Exhibit 99.3
Employee FAQs
January 25, 2017
Until the acquisition closes, which is expected to take place by the end of March, Arctic Cat will continue to operate as a standalone company. You should not speak with Textron employees outside of normal business operations and you should not discuss business transactions or speculate on any integration details with anyone you may know from Textron. Today’s announcement will have no impact on your day-to-day responsibilities and it remains business as usual.
1. Who is Textron and what do they do?
Textron is a multi-industry company with over $13 billion in annual revenues and approximately 35,000 employees. Textron is recognized for its powerful brands such as Bell Helicopter, Cessna, Beechcraft, E-Z-GO, Jacobsen and many more. Textron leverages its global network of aircraft, defense, industrial and finance businesses to provide customers with innovative products and services. Arctic Cat will become part of Textron’s Specialized Vehicles business.
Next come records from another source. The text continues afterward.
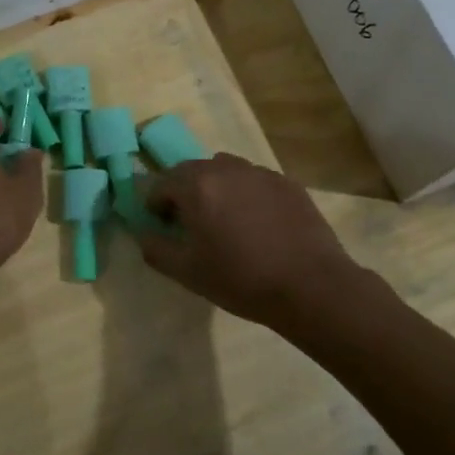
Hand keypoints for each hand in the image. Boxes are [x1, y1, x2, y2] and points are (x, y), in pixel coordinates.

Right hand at [139, 154, 359, 325]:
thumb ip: (156, 249)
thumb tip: (144, 234)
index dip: (156, 204)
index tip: (162, 226)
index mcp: (197, 186)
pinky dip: (246, 194)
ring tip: (224, 220)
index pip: (162, 183)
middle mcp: (227, 168)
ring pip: (226, 170)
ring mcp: (260, 173)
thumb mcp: (188, 272)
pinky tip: (257, 224)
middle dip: (184, 192)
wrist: (310, 285)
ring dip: (216, 188)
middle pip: (193, 171)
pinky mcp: (287, 183)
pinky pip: (255, 181)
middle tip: (190, 223)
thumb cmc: (241, 279)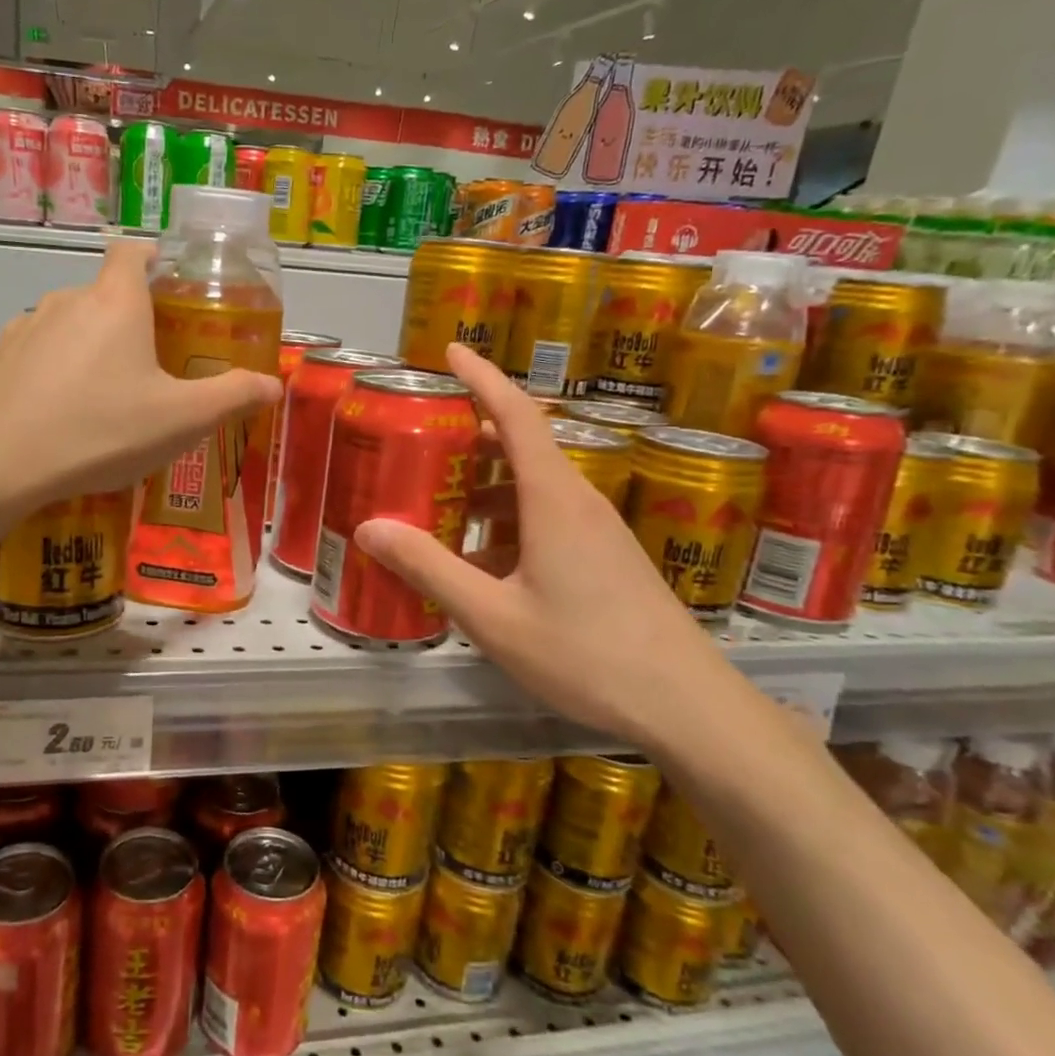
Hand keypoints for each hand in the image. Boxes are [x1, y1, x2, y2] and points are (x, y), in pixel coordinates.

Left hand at [0, 241, 282, 510]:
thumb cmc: (101, 431)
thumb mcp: (181, 420)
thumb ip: (231, 397)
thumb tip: (273, 384)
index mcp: (116, 302)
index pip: (134, 252)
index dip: (154, 260)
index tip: (169, 286)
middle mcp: (66, 300)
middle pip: (104, 295)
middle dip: (128, 320)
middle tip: (150, 364)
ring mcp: (21, 328)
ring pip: (66, 326)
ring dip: (87, 348)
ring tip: (102, 396)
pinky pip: (33, 356)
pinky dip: (50, 374)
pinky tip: (55, 414)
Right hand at [353, 344, 750, 754]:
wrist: (684, 705)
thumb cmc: (584, 654)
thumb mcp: (491, 616)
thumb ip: (429, 568)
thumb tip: (370, 528)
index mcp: (553, 499)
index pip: (514, 415)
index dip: (482, 377)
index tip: (452, 350)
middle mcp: (578, 501)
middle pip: (521, 448)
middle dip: (470, 440)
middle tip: (422, 444)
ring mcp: (597, 531)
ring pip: (532, 491)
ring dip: (486, 492)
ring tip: (438, 513)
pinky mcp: (606, 558)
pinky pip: (548, 521)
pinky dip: (508, 527)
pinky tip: (481, 567)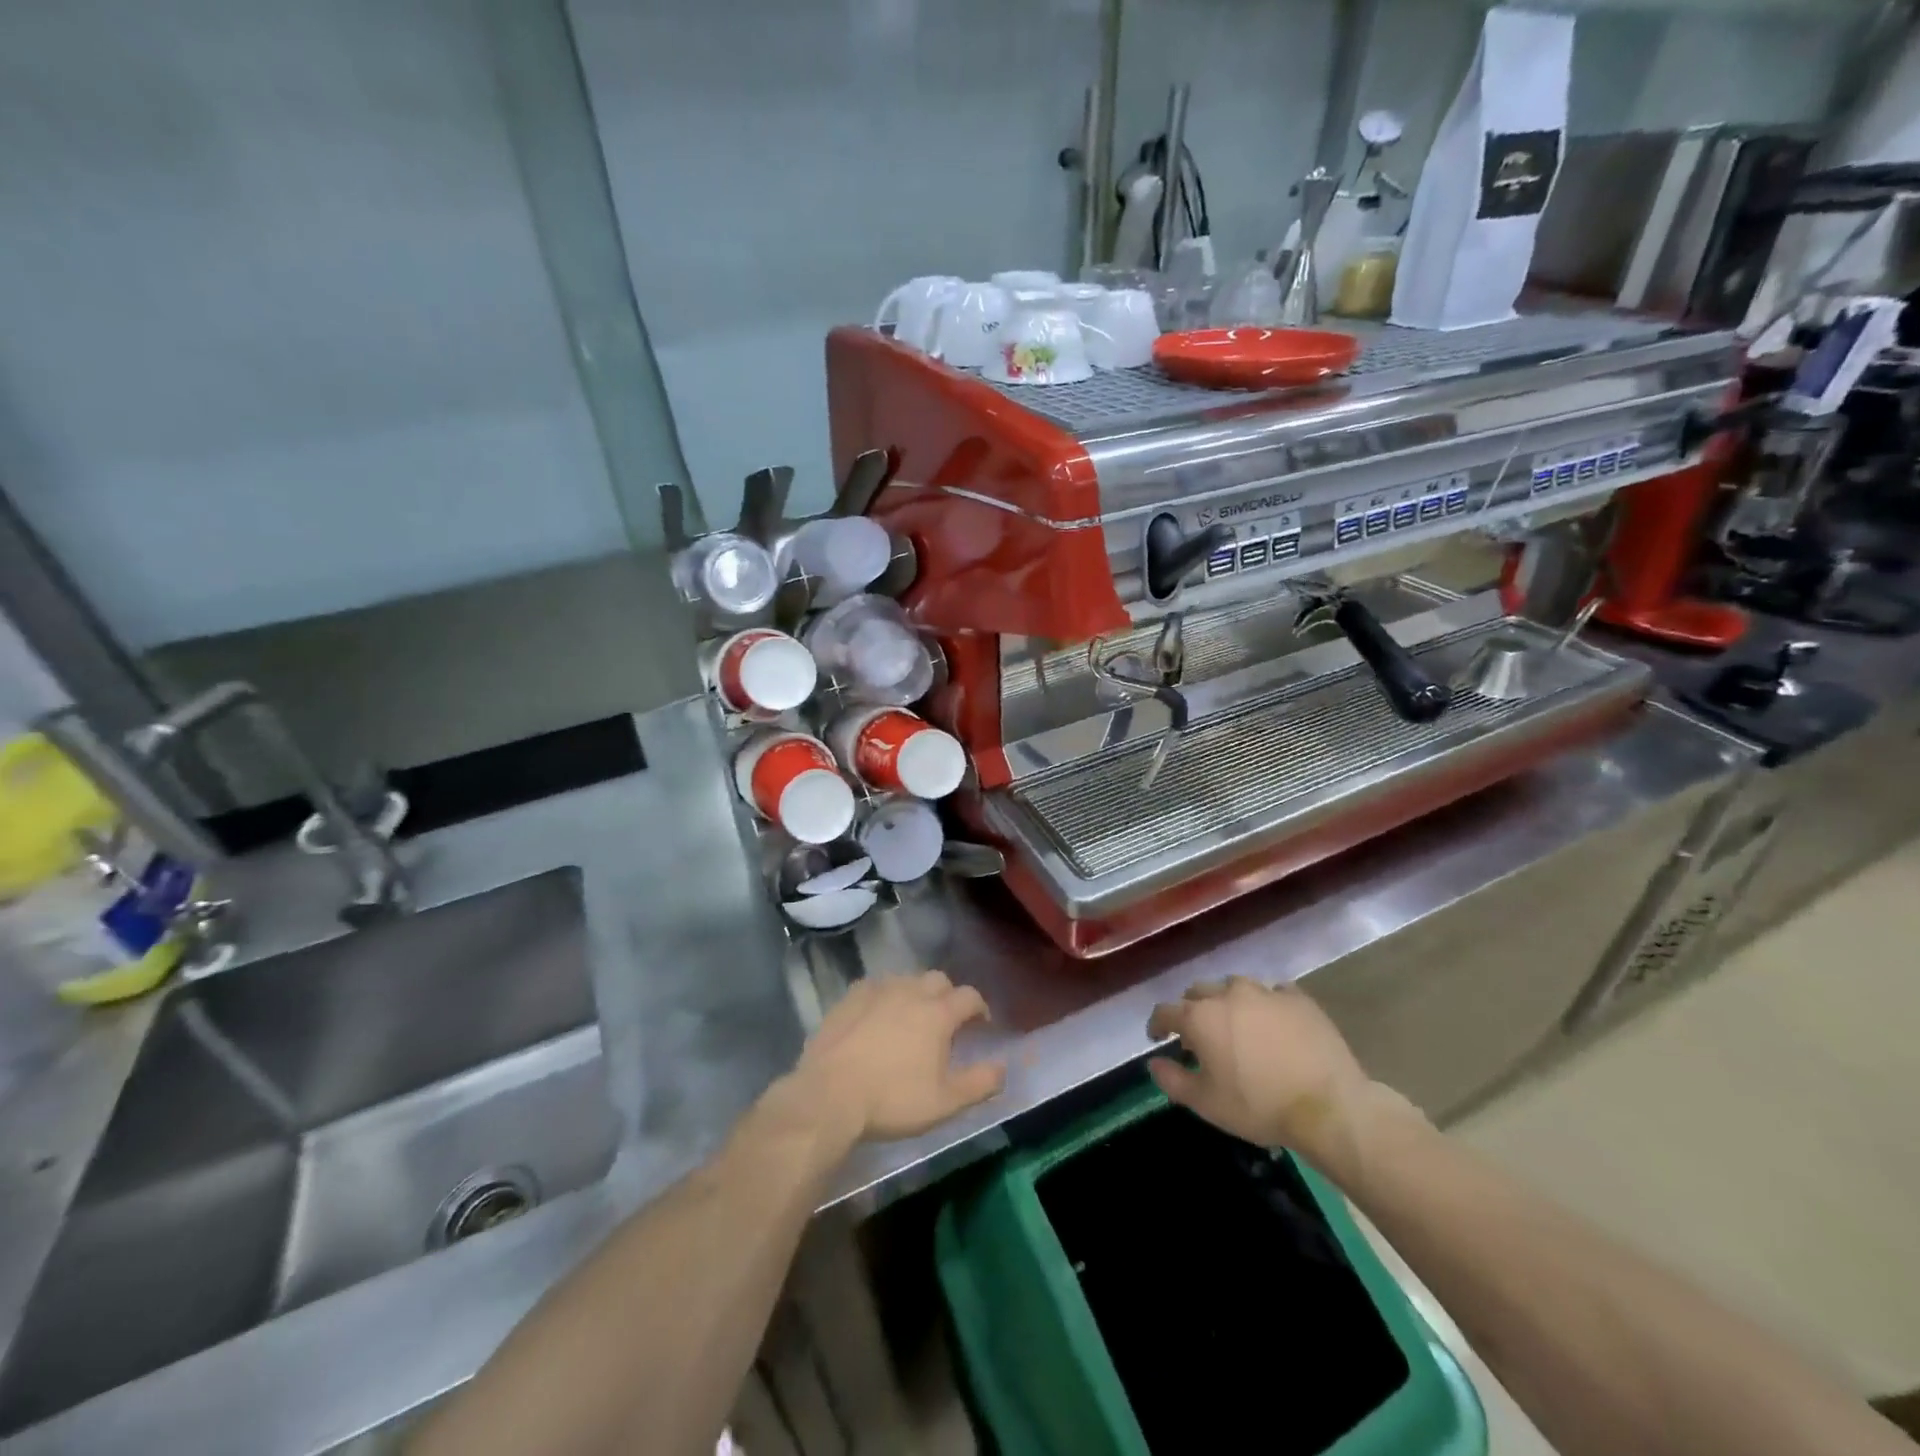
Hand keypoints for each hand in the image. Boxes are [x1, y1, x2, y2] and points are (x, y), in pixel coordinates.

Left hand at [790, 971, 1005, 1144]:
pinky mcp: (849, 998)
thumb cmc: (893, 1100)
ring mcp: (877, 991)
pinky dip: (884, 996)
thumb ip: (980, 1083)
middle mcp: (910, 992)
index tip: (981, 1024)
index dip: (980, 1008)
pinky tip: (878, 1014)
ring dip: (916, 993)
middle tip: (947, 1020)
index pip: (969, 996)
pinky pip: (875, 986)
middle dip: (948, 995)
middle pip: (938, 980)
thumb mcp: (945, 1102)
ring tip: (912, 1017)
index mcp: (938, 1013)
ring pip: (906, 979)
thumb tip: (1004, 1068)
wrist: (829, 1096)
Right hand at [1146, 977, 1411, 1174]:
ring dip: (1227, 1003)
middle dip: (1192, 1010)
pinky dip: (1265, 1005)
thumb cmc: (1259, 1105)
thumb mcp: (1207, 1103)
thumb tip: (1154, 1063)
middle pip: (1198, 992)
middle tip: (1199, 1036)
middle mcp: (1228, 994)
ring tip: (1236, 1026)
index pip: (1166, 1012)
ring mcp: (1265, 992)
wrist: (1329, 1106)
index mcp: (1200, 1017)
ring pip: (1234, 987)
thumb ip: (1172, 1080)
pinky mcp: (1298, 998)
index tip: (1158, 1038)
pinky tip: (1273, 1022)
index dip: (1158, 1025)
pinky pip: (1273, 993)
2. Why is Textron acquiring Arctic Cat?
Arctic Cat and Textron’s Specialized Vehicles business have complementary product portfolios of recreational, utility and specialized vehicles. The combined business will be well positioned to be a powersports industry leader with a wider product line-up of highly complementary products and services, presenting exciting opportunities that will benefit customers, dealers and employees.
3. What are the mutual advantages of the acquisition?
Arctic Cat and Textron’s Specialized Vehicles business have complementary product portfolios of recreational, utility and specialized vehicles. Included in Textron’s portfolio of powersports products and specialized vehicles are its Stampede, E-Z-GO, Cushman and Textron Off Road brands. The combination of Arctic Cat and Textron Specialized Vehicles presents increased opportunities to leverage our combined scale, accelerate growth and enhance product innovation. Together, we will be well positioned to be a powersports industry leader, offering dealers and customers a wider product line-up and allowing for increased investment in product development, dealer networks, marketing and customer service.
4. What is the timeline and what can I expect until the acquisition closes?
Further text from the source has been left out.